*** Block opens ***

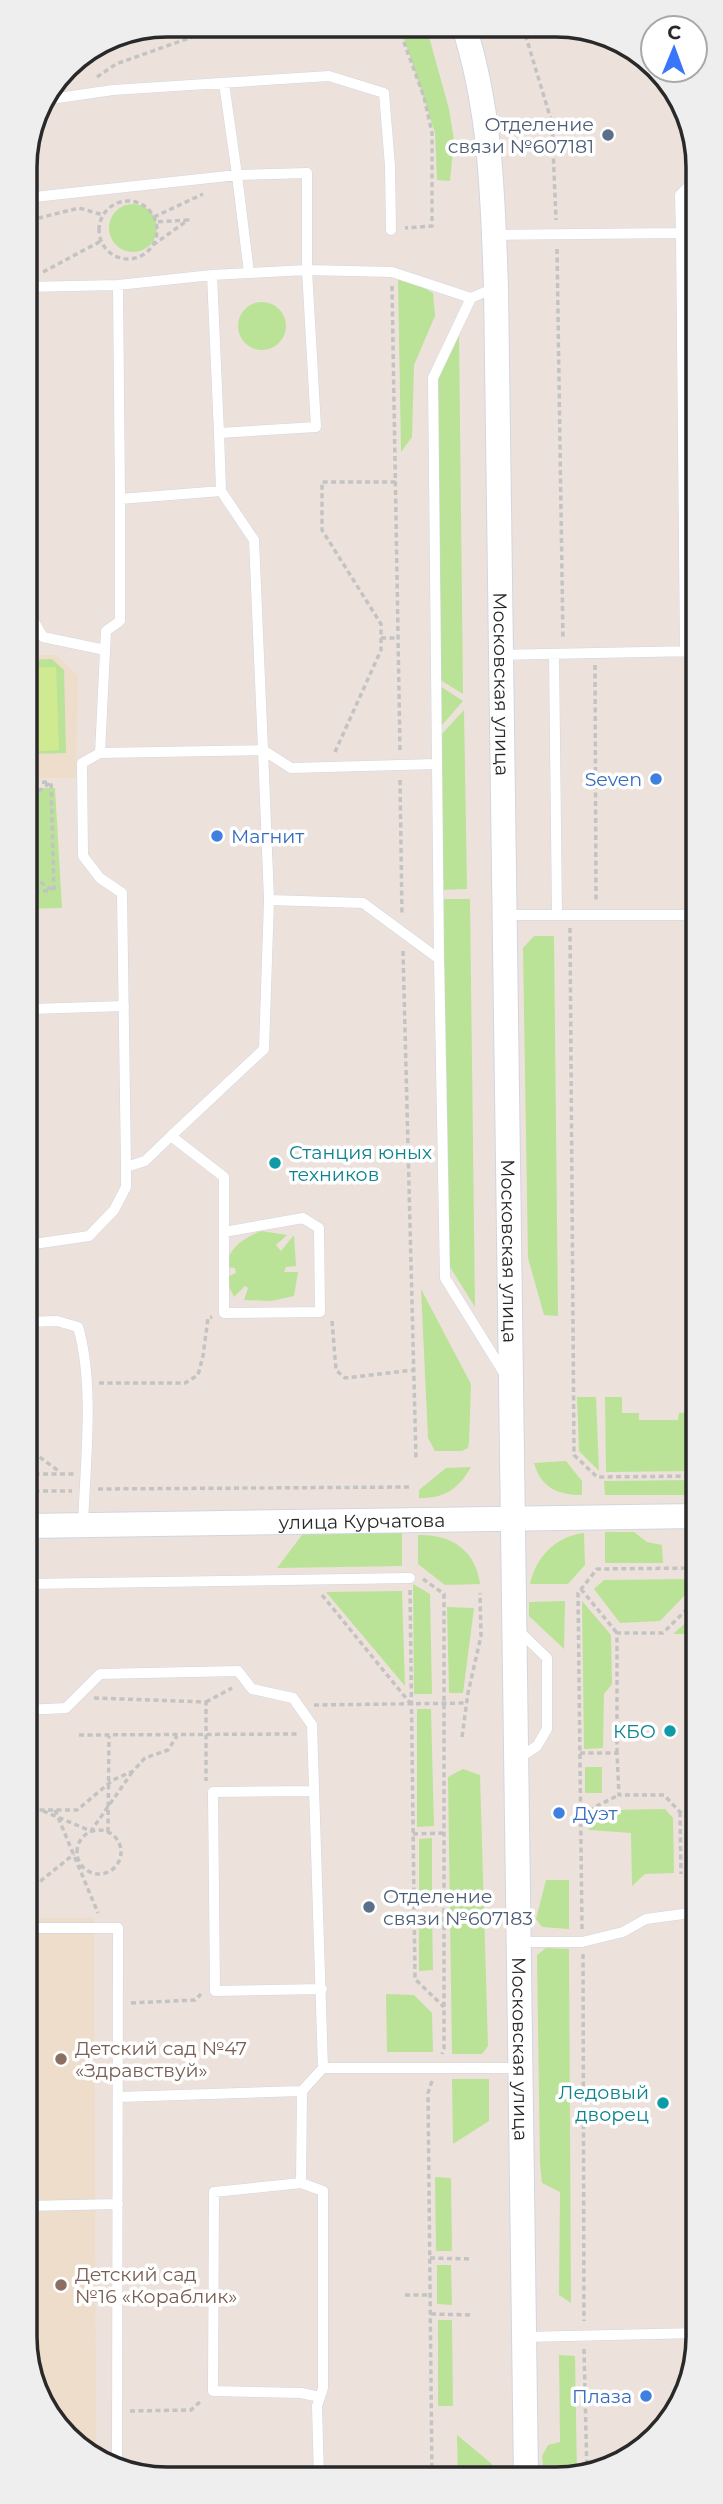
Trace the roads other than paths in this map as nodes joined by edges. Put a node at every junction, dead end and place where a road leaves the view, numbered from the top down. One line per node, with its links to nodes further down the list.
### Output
1 (466, 37): 9 (street, Московская улица)
2 (224, 83): 3 (lane); 4 (lane); 7 (lane)
3 (57, 98)
4 (237, 175): 6 (lane); 10 (lane); 11 (lane)
5 (686, 189): 8 (lane)
6 (37, 197)
7 (391, 230)
8 (681, 233): 9 (lane); 17 (lane)
9 (494, 234): 15 (street, Московская улица)
10 (307, 270): 11 (lane); 16 (lane); 19 (lane)
11 (249, 273): 12 (lane)
12 (212, 275): 13 (lane); 19 (lane)
13 (118, 285): 14 (lane); 21 (lane)
14 (37, 287)
15 (496, 288): 16 (lane); 27 (street, Московская улица)
16 (471, 298): 30 (lane)
17 (682, 348): 18 (lane); 22 (lane)
18 (686, 351)
19 (219, 433): 20 (lane)
20 (221, 491): 21 (lane); 28 (lane)
21 (120, 499): 24 (lane)
22 (684, 550): 25 (lane)
23 (37, 627): 24 (lane)
24 (105, 650): 29 (lane)
25 (685, 652): 26 (lane)
26 (559, 654): 27 (lane); 33 (lane)
27 (501, 655): 32 (street, Московская улица)
28 (263, 750): 29 (lane); 30 (lane); 31 (lane)
29 (100, 753): 36 (lane)
30 (436, 764): 35 (lane)
31 (269, 900): 35 (lane); 38 (lane)
32 (504, 915): 33 (lane); 43 (street, Московская улица)
33 (557, 915): 34 (lane)
34 (686, 915)
35 (439, 959): 43 (lane)
36 (124, 1006): 37 (lane); 39 (lane)
37 (37, 1009)
38 (171, 1136): 39 (lane); 40 (lane)
39 (125, 1167): 41 (lane)
40 (224, 1232): 40 (lane)
41 (37, 1244)
42 (37, 1322): 46 (lane)
43 (510, 1383): 45 (street, Московская улица)
44 (686, 1516): 45 (street, улица Курчатова)
45 (512, 1518): 46 (street, улица Курчатова); 50 (street, Московская улица)
46 (83, 1525): 47 (street, улица Курчатова)
47 (37, 1526)
48 (410, 1578): 49 (lane)
49 (37, 1584)
50 (514, 1626): 52 (street, Московская улица); 52 (lane)
51 (37, 1709): 53 (lane)
52 (516, 1760): 56 (street, Московская улица)
53 (314, 1790): 57 (lane); 57 (lane)
54 (686, 1914): 56 (lane)
55 (37, 1928): 61 (lane)
56 (518, 1942): 59 (street, Московская улица)
57 (322, 1989): 58 (lane)
58 (323, 2068): 59 (lane); 60 (lane)
59 (520, 2068): 66 (street, Московская улица)
60 (302, 2091): 61 (lane); 62 (lane)
61 (118, 2097): 63 (lane)
62 (301, 2183): 67 (lane); 67 (lane)
63 (118, 2204): 64 (lane); 68 (lane)
64 (37, 2206)
65 (686, 2333): 66 (lane)
66 (524, 2337): 70 (street, Московская улица)
67 (320, 2397): 69 (lane)
68 (117, 2457)
69 (319, 2467)
70 (526, 2467)

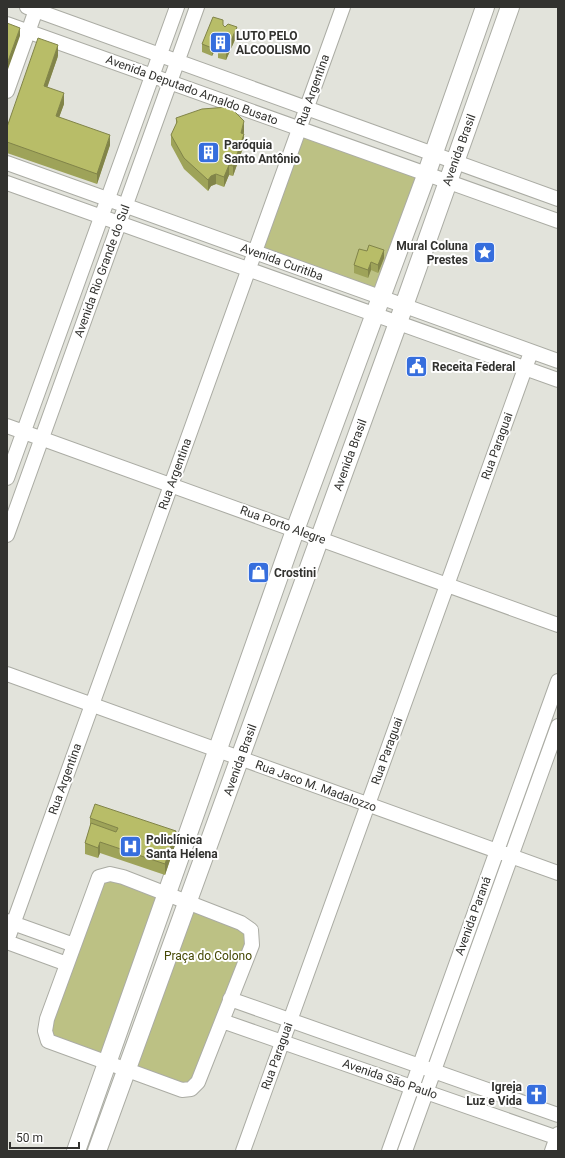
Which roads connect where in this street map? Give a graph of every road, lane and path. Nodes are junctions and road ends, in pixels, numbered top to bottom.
1 (177, 7) edge
2 (197, 7) edge
3 (343, 7) edge
4 (486, 7) edge
5 (510, 7) edge
6 (33, 8) edge
7 (7, 24) edge
8 (28, 32) junction
9 (159, 55) junction
10 (177, 61) junction
11 (152, 76) junction
12 (170, 82) junction
13 (7, 91) edge
14 (306, 108) junction
15 (299, 129) junction
16 (433, 154) junction
17 (7, 162) edge
18 (455, 162) junction
19 (426, 174) junction
20 (448, 182) junction
21 (7, 183) edge
22 (108, 199) junction
23 (558, 199) edge
24 (126, 205) junction
25 (101, 216) junction
26 (558, 222) edge
27 (119, 223) junction
28 (255, 252) junction
29 (248, 269) junction
30 (381, 297) junction
31 (404, 306) junction
32 (374, 314) junction
33 (398, 323) junction
34 (531, 352) junction
35 (558, 361) edge
36 (525, 368) junction
37 (558, 380) edge
38 (7, 426) edge
39 (24, 432) junction
40 (42, 438) junction
41 (7, 478) edge
42 (171, 485) junction
43 (295, 530) junction
44 (7, 535) edge
45 (320, 539) junction
46 (447, 585) junction
47 (558, 625) edge
48 (7, 674) edge
49 (558, 681) edge
50 (92, 705) junction
51 (558, 726) edge
52 (218, 750) junction
53 (240, 758) junction
54 (368, 804) junction
55 (497, 851) junction
56 (511, 856) junction
57 (558, 873) edge
58 (167, 894) junction
59 (188, 902) junction
60 (10, 922) edge
61 (7, 941) edge
62 (74, 945) junction
63 (67, 964) junction
64 (230, 999) junction
65 (290, 1020) junction
66 (222, 1021) junction
67 (282, 1042) junction
68 (106, 1062) junction
69 (419, 1066) junction
70 (126, 1070) junction
71 (434, 1071) junction
72 (412, 1087) junction
73 (426, 1092) junction
74 (558, 1115) edge
75 (558, 1136) edge
76 (76, 1151) edge
77 (97, 1151) edge
78 (243, 1151) edge
79 (389, 1151) edge
80 (405, 1151) edge
81 (552, 1151) edge

1 - 9 street, Avenida Rio Grande do Sul
2 - 10 street, Avenida Rio Grande do Sul
3 - 14 street, Rua Argentina
4 - 16 main road, Avenida Brasil
5 - 18 main road, Avenida Brasil
6 - 8 street
6 - 9 street, Avenida Deputado Arnaldo Busato
7 - 8 street, Avenida Deputado Arnaldo Busato
8 - 11 street, Avenida Deputado Arnaldo Busato
8 - 13 street
9 - 10 street, Avenida Deputado Arnaldo Busato
9 - 11 street, Avenida Rio Grande do Sul
10 - 12 street, Avenida Rio Grande do Sul
10 - 14 street, Avenida Deputado Arnaldo Busato
11 - 12 street, Avenida Deputado Arnaldo Busato
11 - 22 street, Avenida Rio Grande do Sul
12 - 15 street, Avenida Deputado Arnaldo Busato
12 - 24 street, Avenida Rio Grande do Sul
14 - 15 street, Rua Argentina
14 - 16 street, Avenida Deputado Arnaldo Busato
15 - 19 street, Avenida Deputado Arnaldo Busato
15 - 28 street, Rua Argentina
16 - 18 street, Avenida Deputado Arnaldo Busato
16 - 19 main road, Avenida Brasil
17 - 22 street, Avenida Curitiba
18 - 20 main road, Avenida Brasil
18 - 23 street, Avenida Deputado Arnaldo Busato
19 - 20 street, Avenida Deputado Arnaldo Busato
19 - 30 main road, Avenida Brasil
20 - 26 street, Avenida Deputado Arnaldo Busato
20 - 31 main road, Avenida Brasil
21 - 25 street, Avenida Curitiba
22 - 24 street, Avenida Curitiba
22 - 25 street, Avenida Rio Grande do Sul
24 - 27 street, Avenida Rio Grande do Sul
24 - 28 street, Avenida Curitiba
25 - 27 street, Avenida Curitiba
25 - 39 street, Avenida Rio Grande do Sul
27 - 29 street, Avenida Curitiba
27 - 40 street, Avenida Rio Grande do Sul
28 - 29 street, Rua Argentina
28 - 30 street, Avenida Curitiba
29 - 32 street, Avenida Curitiba
29 - 42 street, Rua Argentina
30 - 31 street, Avenida Curitiba
30 - 32 main road, Avenida Brasil
31 - 33 main road, Avenida Brasil
31 - 34 street, Avenida Curitiba
32 - 33 street, Avenida Curitiba
32 - 43 main road, Avenida Brasil
33 - 36 street, Avenida Curitiba
33 - 45 main road, Avenida Brasil
34 - 35 street, Avenida Curitiba
34 - 36 street, Rua Paraguai
36 - 37 street, Avenida Curitiba
36 - 46 street, Rua Paraguai
38 - 39 street, Rua Porto Alegre
39 - 40 street, Rua Porto Alegre
39 - 41 street, Avenida Rio Grande do Sul
40 - 42 street, Rua Porto Alegre
40 - 44 street, Avenida Rio Grande do Sul
42 - 43 street, Rua Porto Alegre
42 - 50 street, Rua Argentina
43 - 45 street, Rua Porto Alegre
43 - 52 main road, Avenida Brasil
45 - 46 street, Rua Porto Alegre
45 - 53 main road, Avenida Brasil
46 - 47 street, Rua Porto Alegre
46 - 54 street, Rua Paraguai
48 - 50 street, Rua Jaco M. Madalozzo
49 - 55 street, Avenida Paraná
50 - 52 street, Rua Jaco M. Madalozzo
50 - 60 street, Rua Argentina
51 - 56 street, Avenida Paraná
52 - 53 street, Rua Jaco M. Madalozzo
52 - 58 main road, Avenida Brasil
53 - 54 street, Rua Jaco M. Madalozzo
53 - 59 main road, Avenida Brasil
54 - 55 street, Rua Jaco M. Madalozzo
54 - 65 street, Rua Paraguai
55 - 56 street, Rua Jaco M. Madalozzo
55 - 69 street, Avenida Paraná
56 - 57 street, Rua Jaco M. Madalozzo
56 - 71 street, Avenida Paraná
58 - 59 street
58 - 62 street
58 - 68 main road, Avenida Brasil
59 - 64 street
59 - 70 main road, Avenida Brasil
60 - 61 street, Rua Argentina
60 - 62 street
61 - 63 street
62 - 63 street
63 - 68 street
64 - 65 street, Avenida São Paulo
64 - 66 street
65 - 67 street, Rua Paraguai
65 - 69 street, Avenida São Paulo
66 - 67 street, Avenida São Paulo
66 - 70 street
67 - 72 street, Avenida São Paulo
67 - 78 street, Rua Paraguai
68 - 70 street
68 - 76 main road, Avenida Brasil
69 - 71 street, Avenida São Paulo
69 - 72 street, Avenida Paraná
70 - 77 main road, Avenida Brasil
71 - 73 street, Avenida Paraná
71 - 74 street, Avenida São Paulo
72 - 73 street, Avenida São Paulo
72 - 79 street, Avenida Paraná
73 - 75 street, Avenida São Paulo
73 - 80 street, Avenida Paraná
75 - 81 street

*** Block closes ***

=== Task to carry out ===
Copy each line above containing the string "Paulo".

=== Answer to the exercise ===
64 - 65 street, Avenida São Paulo
65 - 69 street, Avenida São Paulo
66 - 67 street, Avenida São Paulo
67 - 72 street, Avenida São Paulo
69 - 71 street, Avenida São Paulo
71 - 74 street, Avenida São Paulo
72 - 73 street, Avenida São Paulo
73 - 75 street, Avenida São Paulo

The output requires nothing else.